ソーシャルメディアの普及でネット上に顧客の声が広がるにつれ、これらを顧客の本音として補足し活用することが企業にとって重要になっている(参考記事)。企業はソーシャルメディアを、コントロールできない不安材料として考えるのではなく、発言力を持った顧客が自ら自分のニーズや要望を発信しているメディアと前向きにとらえるべきだろう。

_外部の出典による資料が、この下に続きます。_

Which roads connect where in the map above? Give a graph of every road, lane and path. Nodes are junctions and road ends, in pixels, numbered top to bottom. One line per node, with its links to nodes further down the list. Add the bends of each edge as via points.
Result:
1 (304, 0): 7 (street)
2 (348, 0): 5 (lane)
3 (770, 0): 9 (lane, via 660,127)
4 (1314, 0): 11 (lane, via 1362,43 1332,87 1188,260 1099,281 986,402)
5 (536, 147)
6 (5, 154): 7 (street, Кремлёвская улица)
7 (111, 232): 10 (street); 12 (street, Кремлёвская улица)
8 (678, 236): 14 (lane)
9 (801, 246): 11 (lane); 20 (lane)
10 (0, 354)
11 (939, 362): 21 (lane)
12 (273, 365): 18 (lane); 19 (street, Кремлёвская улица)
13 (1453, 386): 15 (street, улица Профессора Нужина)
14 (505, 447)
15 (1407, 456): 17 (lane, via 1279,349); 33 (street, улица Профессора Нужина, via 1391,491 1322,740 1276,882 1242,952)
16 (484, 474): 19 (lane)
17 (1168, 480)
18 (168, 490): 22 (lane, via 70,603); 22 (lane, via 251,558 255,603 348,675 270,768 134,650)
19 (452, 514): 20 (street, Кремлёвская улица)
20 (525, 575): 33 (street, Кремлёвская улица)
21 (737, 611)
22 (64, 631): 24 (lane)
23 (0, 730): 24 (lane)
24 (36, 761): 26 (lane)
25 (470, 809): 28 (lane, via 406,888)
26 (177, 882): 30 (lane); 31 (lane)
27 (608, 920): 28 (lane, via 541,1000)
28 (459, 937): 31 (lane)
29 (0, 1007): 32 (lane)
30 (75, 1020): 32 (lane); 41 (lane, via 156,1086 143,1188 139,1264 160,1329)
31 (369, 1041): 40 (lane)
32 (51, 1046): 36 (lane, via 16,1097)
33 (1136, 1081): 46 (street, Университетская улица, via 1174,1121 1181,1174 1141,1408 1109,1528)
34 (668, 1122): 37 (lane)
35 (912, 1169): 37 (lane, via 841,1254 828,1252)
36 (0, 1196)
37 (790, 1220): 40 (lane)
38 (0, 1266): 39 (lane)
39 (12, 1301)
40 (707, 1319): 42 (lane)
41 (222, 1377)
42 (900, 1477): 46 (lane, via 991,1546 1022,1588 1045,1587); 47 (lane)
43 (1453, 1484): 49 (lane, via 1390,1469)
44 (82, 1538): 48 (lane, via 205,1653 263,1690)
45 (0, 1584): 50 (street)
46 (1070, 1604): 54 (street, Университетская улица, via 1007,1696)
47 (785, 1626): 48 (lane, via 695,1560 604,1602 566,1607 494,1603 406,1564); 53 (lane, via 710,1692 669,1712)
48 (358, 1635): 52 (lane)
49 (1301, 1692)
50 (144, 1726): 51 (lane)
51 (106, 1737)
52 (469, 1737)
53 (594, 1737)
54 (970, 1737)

企業のマーケティングにソーシャルメディアを本格活用しようとした場合、ツールの利用は欠かせない。ツールを使うことで、ソーシャルメディアの膨大なデータを効率的に把握して分析できるだけでなく、効率的な運用管理も可能だ。
ソーシャルメディアのユーザーは重要な協力者
ソーシャルメディアアカウント管理ツールで有名な米国企業のSyncapseが、2010年6月に実施した調査を基に「Value of a Facebook Fan: An Empirical Review - Facebookファンの価値」と題する興味深い調査結果を発表している。この調査では、ジレット、ダブ、ナイキなど20の企業において、4000人のFacebookのファンと非Facebookファンを比較し、どの程度Facebookファンの価値が高いのかを明らかにした。その結果としては、1.製品サービスの購入、2.ブランドロイヤリティー、3.口コミ推奨度、4.ブランド親近度、5.メディアの価値、6.獲得の原価--といった6点で、Facebookファンの価値を高く評価している。

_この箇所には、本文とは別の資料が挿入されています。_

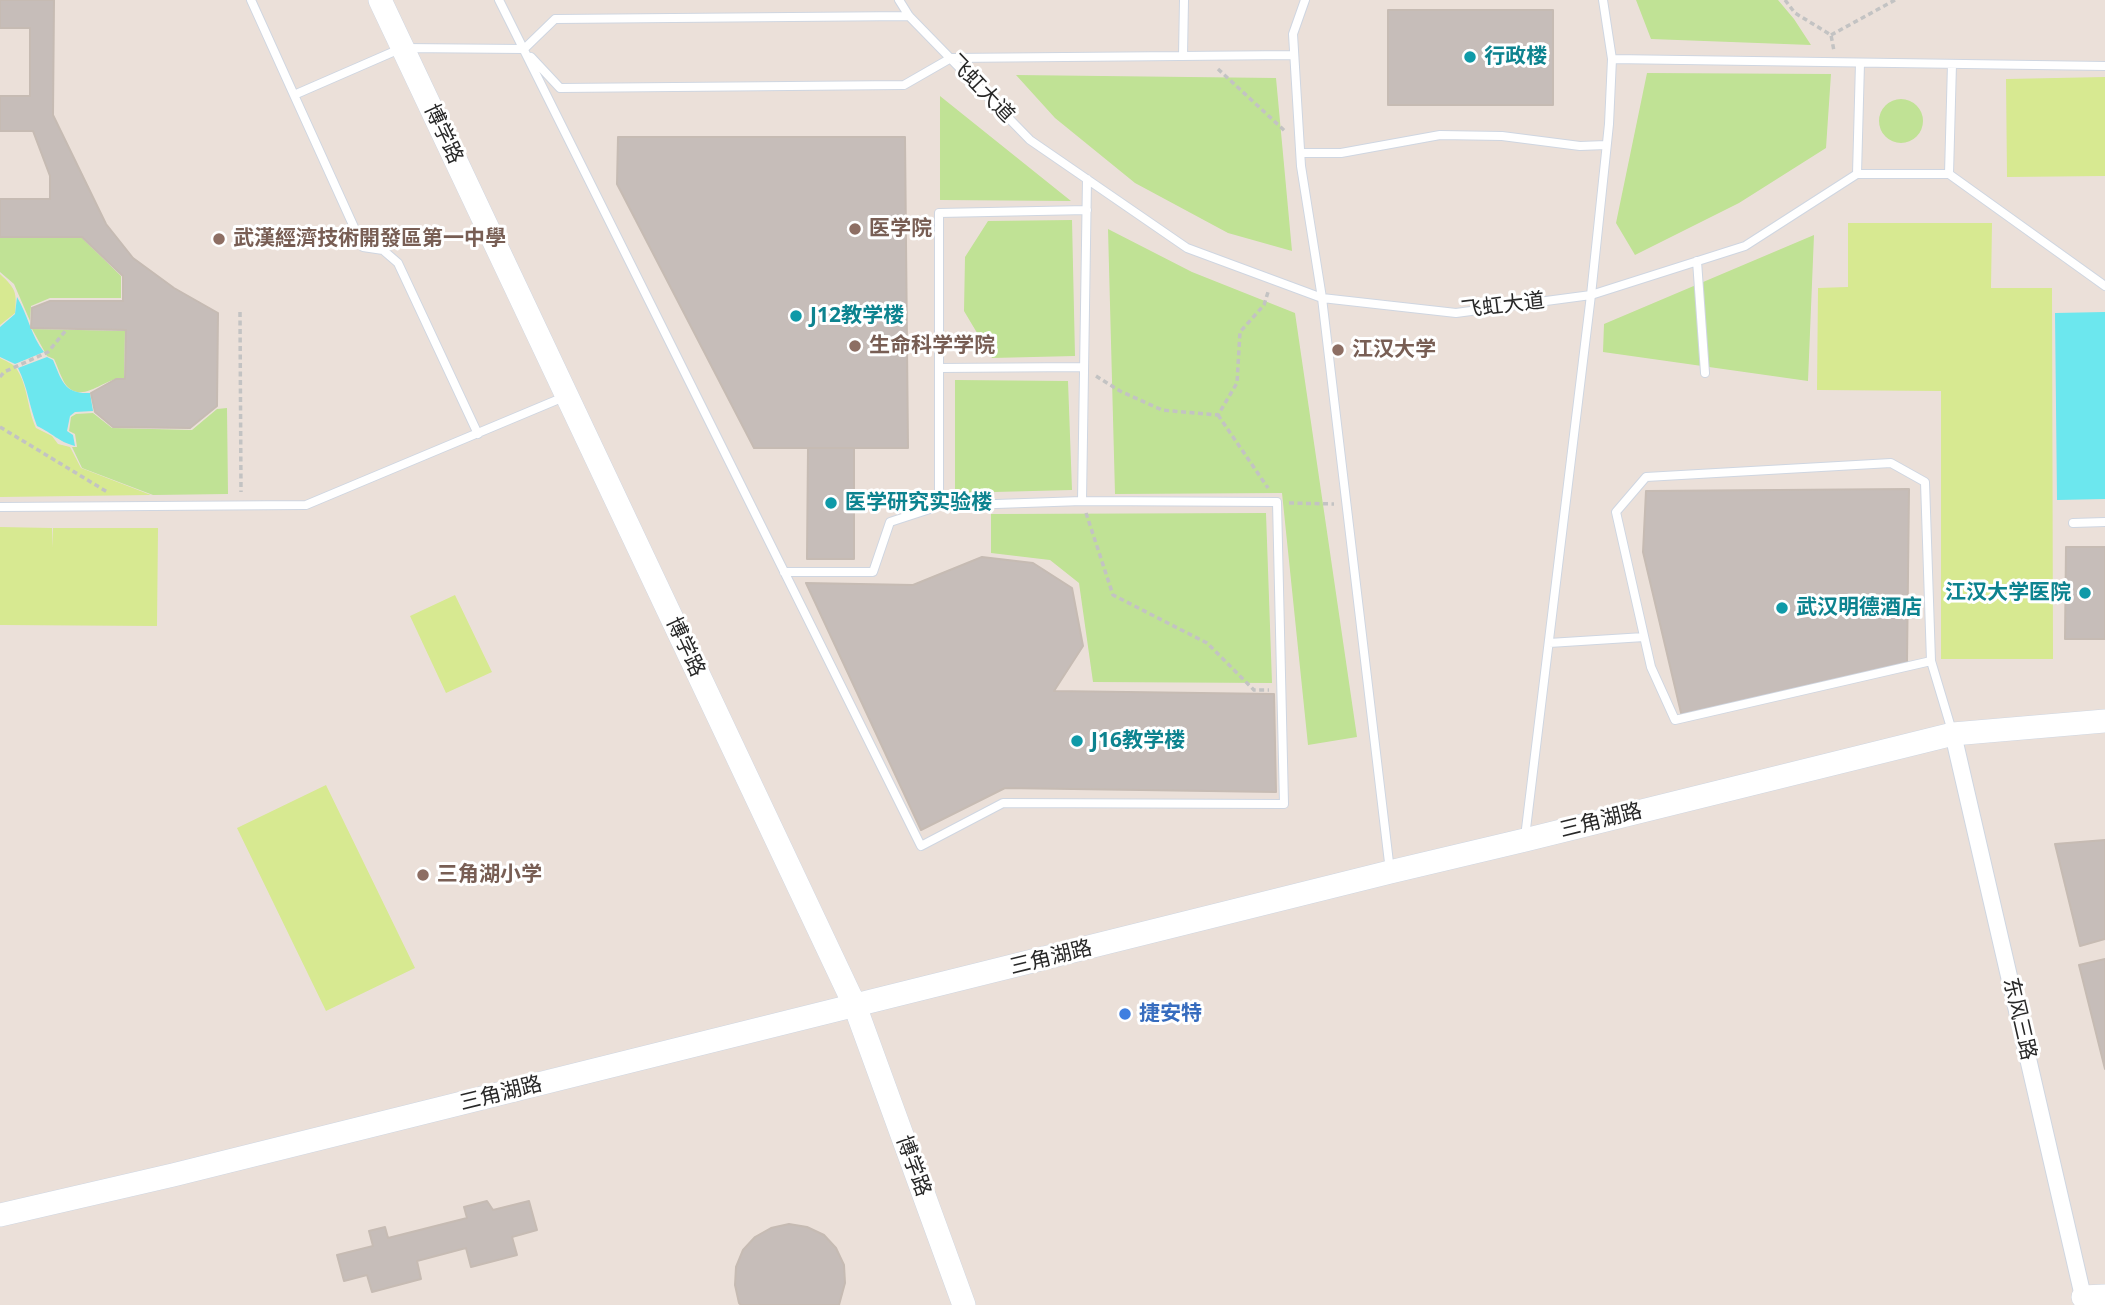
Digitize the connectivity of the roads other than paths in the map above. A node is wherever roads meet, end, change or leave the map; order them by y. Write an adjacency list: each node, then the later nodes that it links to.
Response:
1 (251, 0): 18 (lane)
2 (380, 0): 9 (street, 博学路)
3 (499, 0): 10 (lane)
4 (899, 0): 8 (lane, 飞虹大道)
5 (1184, 0): 12 (lane)
6 (1305, 0): 11 (lane)
7 (1603, 0): 14 (lane)
8 (909, 16): 10 (lane); 13 (lane, 飞虹大道)
9 (402, 48): 10 (lane); 18 (lane); 32 (street, 博学路)
10 (524, 49): 13 (lane); 39 (lane)
11 (1294, 55): 12 (lane); 20 (lane)
12 (1183, 56): 13 (lane)
13 (951, 58): 23 (lane, 飞虹大道)
14 (1612, 58): 15 (lane); 19 (lane)
15 (1860, 63): 16 (lane); 21 (lane)
16 (1952, 64): 17 (lane); 22 (lane)
17 (2105, 66)
18 (294, 95): 33 (lane)
19 (1606, 145): 20 (lane); 27 (lane)
20 (1301, 149): 28 (lane)
21 (1857, 173): 22 (lane); 25 (lane, 飞虹大道)
22 (1949, 174): 26 (lane)
23 (1087, 179): 24 (lane); 28 (lane, 飞虹大道)
24 (1087, 210): 29 (lane); 30 (lane)
25 (1697, 261): 27 (lane, 飞虹大道); 31 (lane)
26 (2105, 286)
27 (1591, 295): 28 (lane, 飞虹大道); 41 (lane)
28 (1322, 298): 46 (lane)
29 (1084, 367): 30 (lane); 34 (lane)
30 (939, 368): 35 (lane)
31 (1705, 373)
32 (566, 396): 33 (lane); 47 (street, 博学路)
33 (478, 434): 36 (lane)
34 (1082, 501): 35 (lane); 39 (lane)
35 (940, 506): 39 (lane)
36 (0, 508)
37 (2073, 523): 38 (lane)
38 (2105, 523)
39 (784, 572)
40 (1644, 637): 41 (lane); 42 (lane); 42 (lane)
41 (1549, 643): 45 (lane)
42 (1931, 661): 44 (lane)
43 (2105, 722): 44 (street, 三角湖路)
44 (1953, 734): 45 (street, 三角湖路); 49 (street, 东风三路)
45 (1525, 840): 46 (street, 三角湖路)
46 (1390, 872): 47 (street, 三角湖路)
47 (855, 1006): 48 (street, 三角湖路); 50 (street, 博学路)
48 (0, 1215)
49 (2091, 1299)
50 (964, 1305)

欧米では、こうした顧客を「Sales People」と呼び、企業を代弁して口コミを広げて商品を売ってくれる協力者ととらえている。そのため、企業は彼らとの対話のために体制を変革し、ソーシャルメディアや自社コミュニティーを管理する人員を増強している。ソーシャルメディア担当者は社内の全チームを横断する存在として活躍するのだ。

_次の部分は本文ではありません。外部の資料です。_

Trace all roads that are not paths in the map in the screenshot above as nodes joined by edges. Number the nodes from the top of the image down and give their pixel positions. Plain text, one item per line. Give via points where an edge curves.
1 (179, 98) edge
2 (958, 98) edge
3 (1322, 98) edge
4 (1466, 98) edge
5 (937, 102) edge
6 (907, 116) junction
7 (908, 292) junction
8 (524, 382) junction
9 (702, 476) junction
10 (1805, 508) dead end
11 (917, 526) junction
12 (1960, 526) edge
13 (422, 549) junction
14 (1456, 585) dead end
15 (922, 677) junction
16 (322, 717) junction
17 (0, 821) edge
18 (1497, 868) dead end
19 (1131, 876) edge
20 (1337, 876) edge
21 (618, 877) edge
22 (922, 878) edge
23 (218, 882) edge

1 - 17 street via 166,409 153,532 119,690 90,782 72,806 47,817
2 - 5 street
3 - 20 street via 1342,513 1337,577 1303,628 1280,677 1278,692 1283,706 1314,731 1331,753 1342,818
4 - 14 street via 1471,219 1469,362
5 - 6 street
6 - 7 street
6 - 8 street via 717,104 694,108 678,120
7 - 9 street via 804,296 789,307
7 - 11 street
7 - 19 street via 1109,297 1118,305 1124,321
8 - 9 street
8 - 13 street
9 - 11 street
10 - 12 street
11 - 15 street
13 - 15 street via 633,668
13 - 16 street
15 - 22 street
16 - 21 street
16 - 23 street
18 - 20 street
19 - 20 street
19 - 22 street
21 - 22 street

翻って日本では、今までは1人の担当者が運営したり、または複数の担当者の運営であっても投稿する情報をメールやExcelで管理したりと、非効率な運営をしていた。そのため顧客とのリレーションにおいてミスが起きやすかった。また効果測定も無料ツールを使ったり、場合によって目視を使っていたため、レポートの作成時間も負担になっていた。
その一方で、日本でも2010年頃からは積極的に顧客に対して接触していくアクティブサポートをする企業も増加している。有名なところでは、ソフトバンクをはじめ、アスクル、ブックオフオンライン、貝印のカイタッチ・プロジェクトがある。こうした顧客との“エンゲージメント”において、複数の担当者が対応し、効率化できる部分はテクノロジーで効率化するということが求められるようになってきている。